Au moment où l’enseignement me faisait vivre une folle anxiété, dans un article paru en 1997 intitulé «Les croyances qui empêchent les enseignants de progresser», Ulric Aylwin mettait en lumière plusieurs croyances problématiques, notamment celles relatives aux capacités des élèves et au rapport que l'enseignant entretient avec le contenu à enseigner. Je ne connaissais pas cet article. Ni la revue dans laquelle il avait été publié. Pédagogie collégiale faisait partie de l’inconnu pour moi.

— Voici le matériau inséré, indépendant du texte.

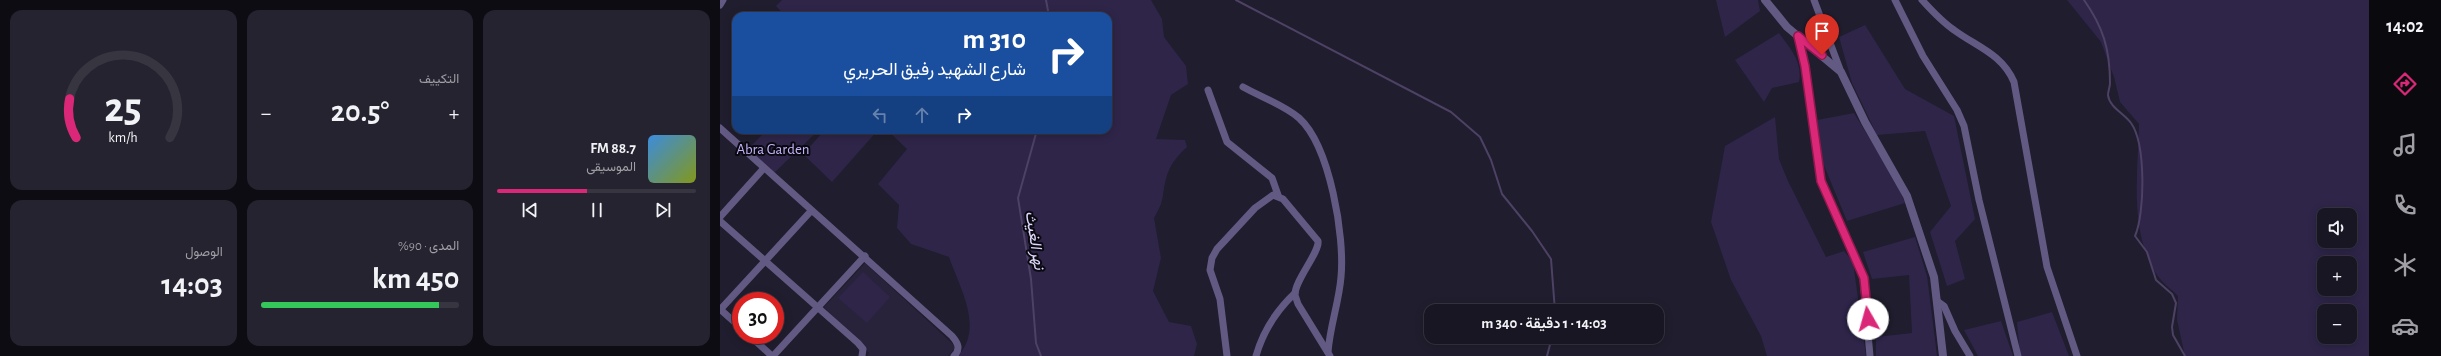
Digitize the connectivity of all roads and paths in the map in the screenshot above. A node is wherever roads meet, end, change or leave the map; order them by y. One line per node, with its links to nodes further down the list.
1 (723, 0): 6 (street)
2 (1765, 0): 7 (street)
3 (1814, 0): 8 (street)
4 (1896, 0): 34 (street)
5 (1922, 0): 35 (street)
6 (720, 5)
7 (1798, 36): 8 (street); 31 (street)
8 (1841, 72): 20 (street)
9 (1243, 87): 25 (street)
10 (1208, 90): 13 (street)
11 (720, 128): 12 (street)
12 (764, 168): 14 (street); 15 (street)
13 (1278, 195): 19 (street); 29 (street)
14 (811, 211): 17 (street); 18 (street)
15 (720, 217)
16 (720, 221): 18 (street)
17 (865, 256): 21 (street); 28 (street)
18 (765, 261): 21 (street); 22 (street)
19 (1295, 292): 25 (street); 30 (street)
20 (1937, 301): 32 (street); 33 (street)
21 (818, 306): 26 (street); 27 (street)
22 (720, 310): 23 (street)
23 (732, 320)
24 (759, 344): 26 (street)
25 (1329, 354)
26 (772, 356)
27 (862, 356)
28 (954, 356)
29 (1227, 356)
30 (1256, 356)
31 (1870, 356)
32 (1942, 356)
33 (1970, 356)
34 (2018, 356)
35 (2077, 356)

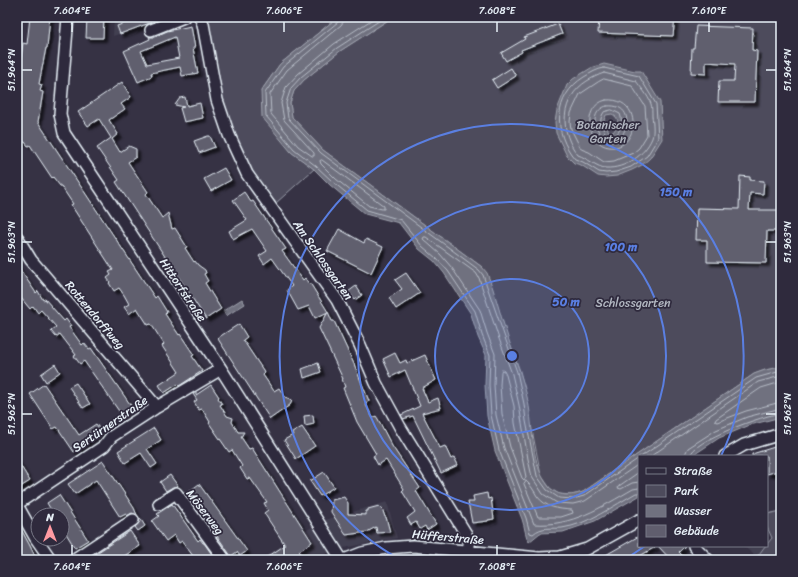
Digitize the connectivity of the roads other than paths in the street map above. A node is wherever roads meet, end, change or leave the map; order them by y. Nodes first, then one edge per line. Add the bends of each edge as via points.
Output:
1 (68, 17) edge
2 (184, 17) edge
3 (200, 17) edge
4 (151, 30) dead end
5 (17, 236) edge
6 (221, 369) junction
7 (157, 407) junction
8 (781, 434) edge
9 (727, 455) edge
10 (17, 504) edge
11 (159, 504) dead end
12 (133, 520) dead end
13 (638, 521) edge
14 (695, 547) edge
15 (469, 551) junction
16 (560, 559) edge
17 (51, 560) edge
18 (73, 560) edge
19 (225, 560) edge
20 (343, 560) edge
21 (708, 560) edge

1 - 6 street, Hittorfstraße via 60,114 64,133
2 - 4 street
3 - 15 street, Am Schlossgarten via 217,100 229,135 247,174 337,300 400,427 466,534
5 - 7 street, Rottendorffweg via 31,260
6 - 7 street, Sertürnerstraße
6 - 20 street, Hittorfstraße
7 - 10 street, Sertürnerstraße
8 - 9 street via 744,445
10 - 17 street via 35,538
11 - 19 street, Möserweg via 176,494
12 - 18 street
13 - 16 street, Hüfferstraße via 587,549
14 - 21 street
15 - 16 street, Hüfferstraße
15 - 20 street, Hüfferstraße via 413,546 362,553

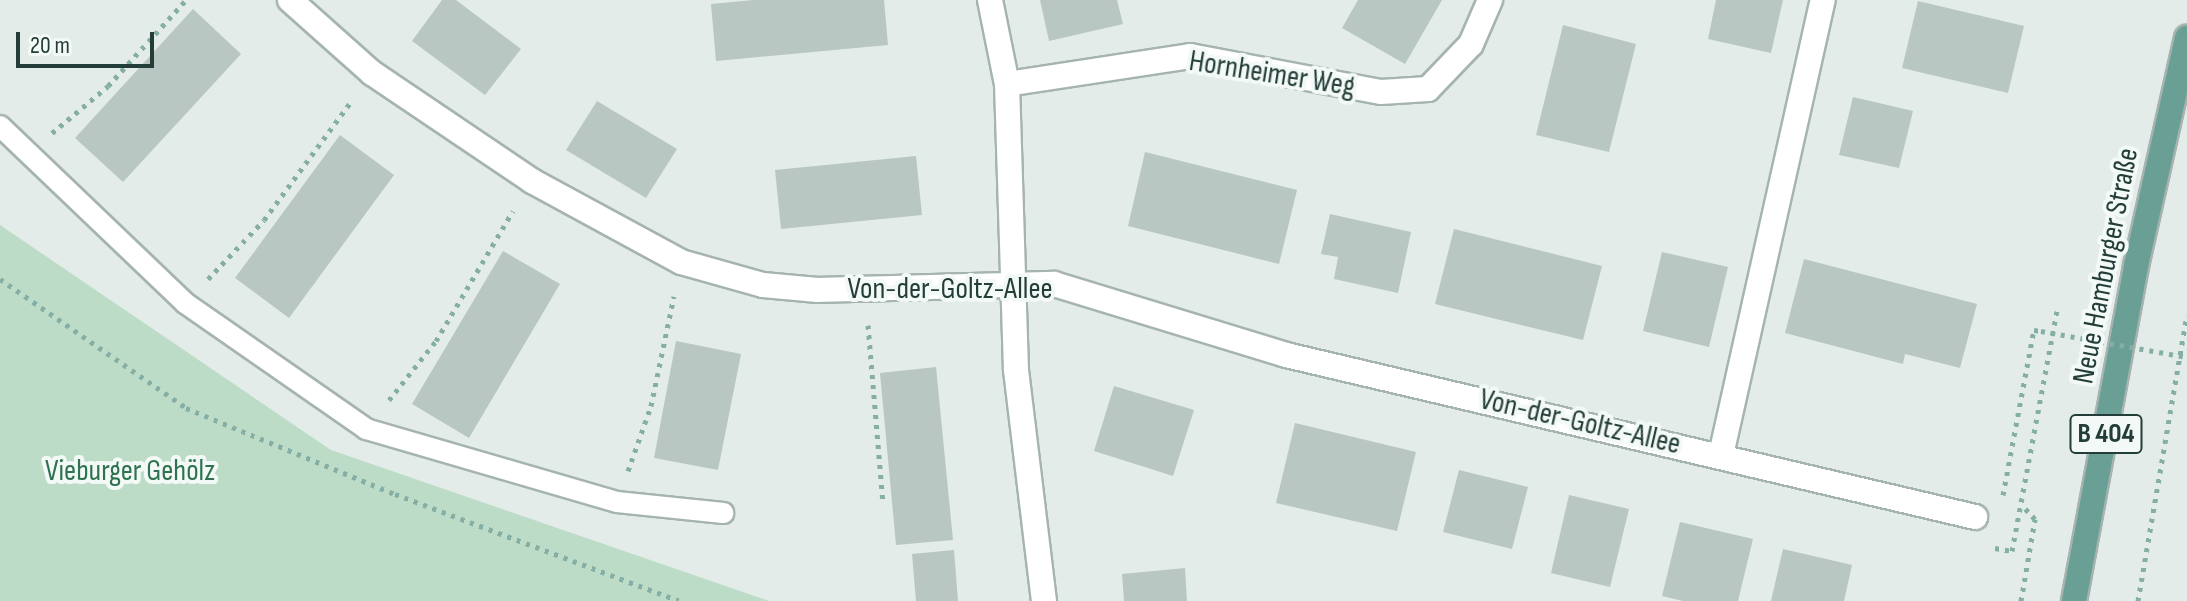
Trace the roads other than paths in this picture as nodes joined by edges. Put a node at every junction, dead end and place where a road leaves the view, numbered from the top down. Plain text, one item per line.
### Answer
1 (290, 0) edge
2 (990, 0) edge
3 (1490, 0) edge
4 (1823, 0) edge
5 (2187, 38) edge
6 (1007, 84) junction
7 (0, 126) edge
8 (1015, 285) junction
9 (1721, 455) junction
10 (723, 513) dead end
11 (1975, 517) road end
12 (1044, 601) edge
13 (2074, 601) edge

1 - 8 street, Von-der-Goltz-Allee
2 - 6 street
3 - 6 street, Hornheimer Weg
4 - 9 street, Von-der-Goltz-Allee
5 - 13 main road, Neue Hamburger Straße / B 404
6 - 8 street
7 - 10 lane
8 - 9 street, Von-der-Goltz-Allee
8 - 12 street
9 - 11 street, Von-der-Goltz-Allee

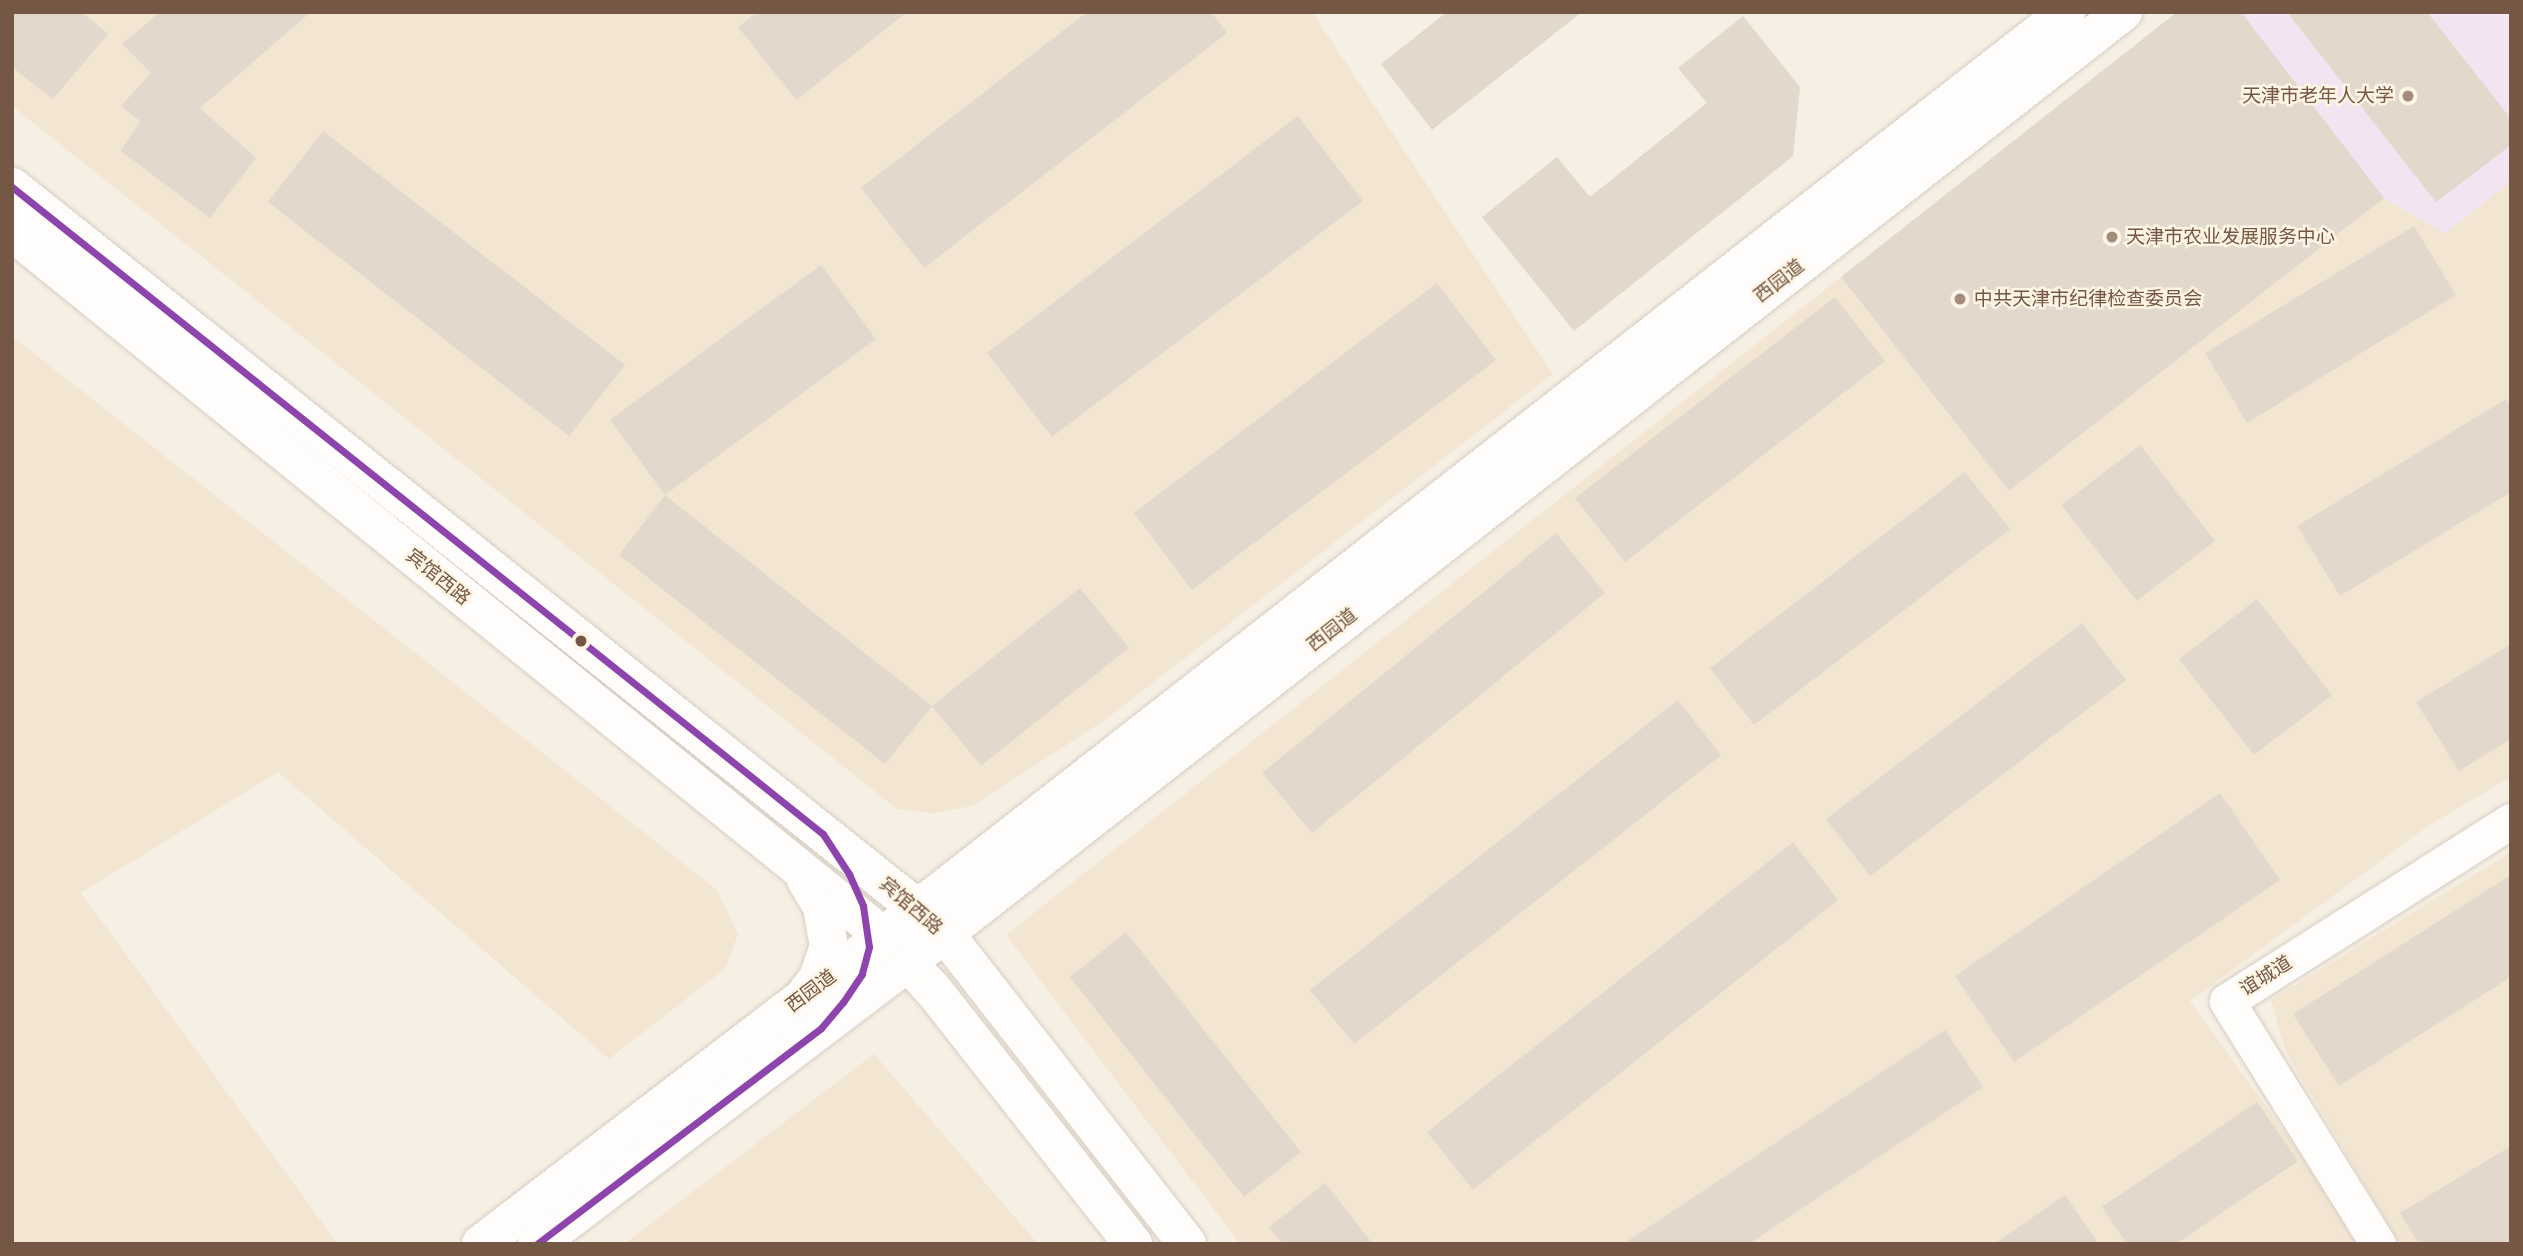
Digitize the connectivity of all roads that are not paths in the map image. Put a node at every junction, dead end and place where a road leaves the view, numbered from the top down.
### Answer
1 (2066, 12) edge
2 (2123, 12) edge
3 (12, 187) edge
4 (12, 232) edge
5 (2511, 821) edge
6 (823, 834) junction
7 (799, 868) junction
8 (930, 922) junction
9 (882, 943) junction
10 (811, 1014) junction
11 (481, 1244) edge
12 (537, 1244) edge
13 (1133, 1244) edge
14 (1187, 1244) edge
15 (2378, 1244) edge

1 - 8 street, 西园道
2 - 8 street, 西园道
3 - 6 street, 宾馆西路
4 - 7 street, 宾馆西路
5 - 15 street, 谊城道
6 - 8 street, 宾馆西路
6 - 9 street
7 - 9 street, 宾馆西路
7 - 10 street
8 - 9 street, 西园道
8 - 14 street, 宾馆西路
9 - 10 street, 西园道
9 - 13 street, 宾馆西路
10 - 11 street, 西园道
10 - 12 street, 西园道

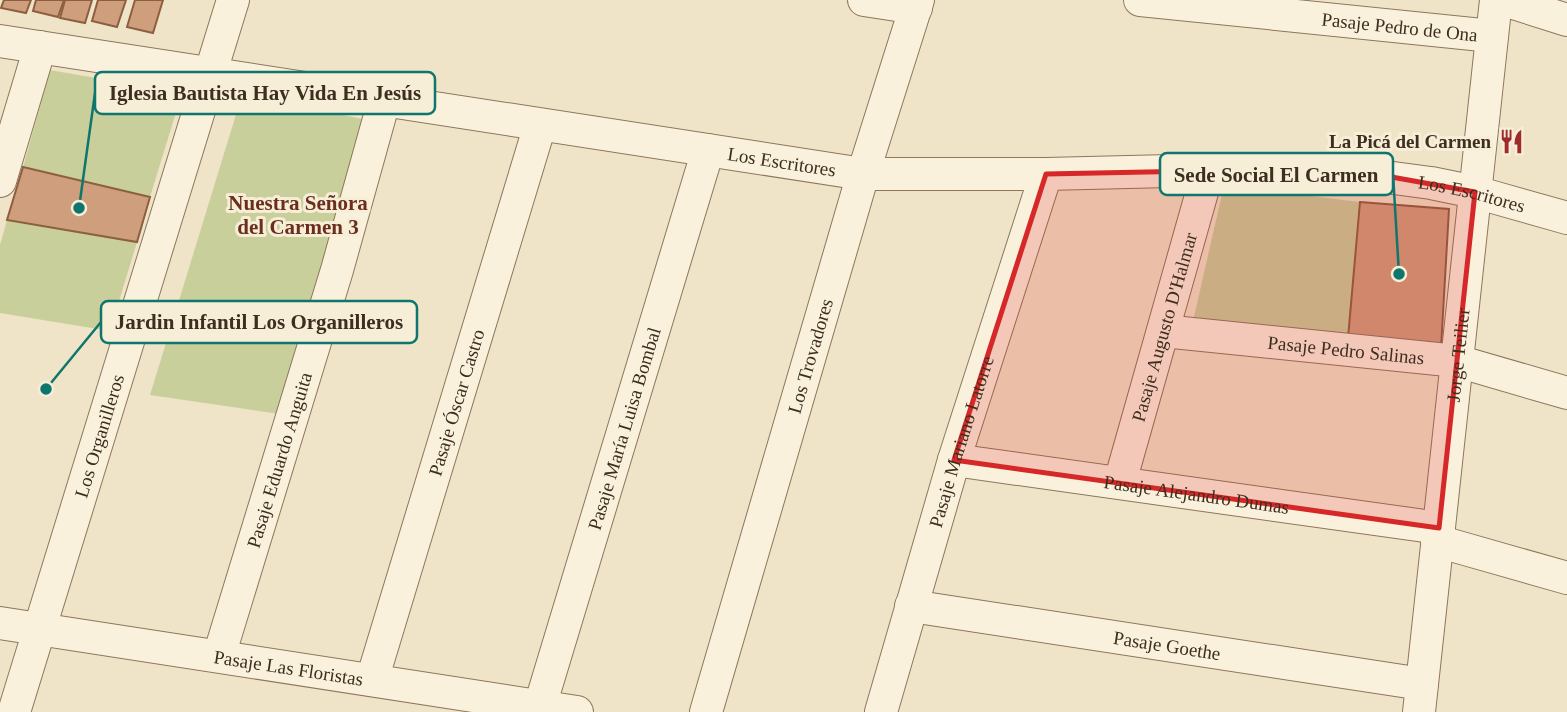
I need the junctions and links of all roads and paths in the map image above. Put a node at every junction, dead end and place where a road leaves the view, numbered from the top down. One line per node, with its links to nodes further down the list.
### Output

Ceci me rappelle la célèbre distinction de Donald Rumsfeld entre les « known knowns » (ce que nous savons que nous savons), les « known unknowns » (ce que nous savons que nous ignorons) et les « unknown unknowns » (ce que nous ignorons que nous ignorons).
En pédagogie, la catégorie des «inconnus inconnus» est particulièrement problématique : je ne voudrais pas généraliser, alors je vais parler au «je». Je crois que dans ma carrière d'enseignant, c’était souvent cette situation qui se produisait. Je ne savais pas que je savais pas. C'est seulement plusieurs années plus tard que j'en ai pris conscience.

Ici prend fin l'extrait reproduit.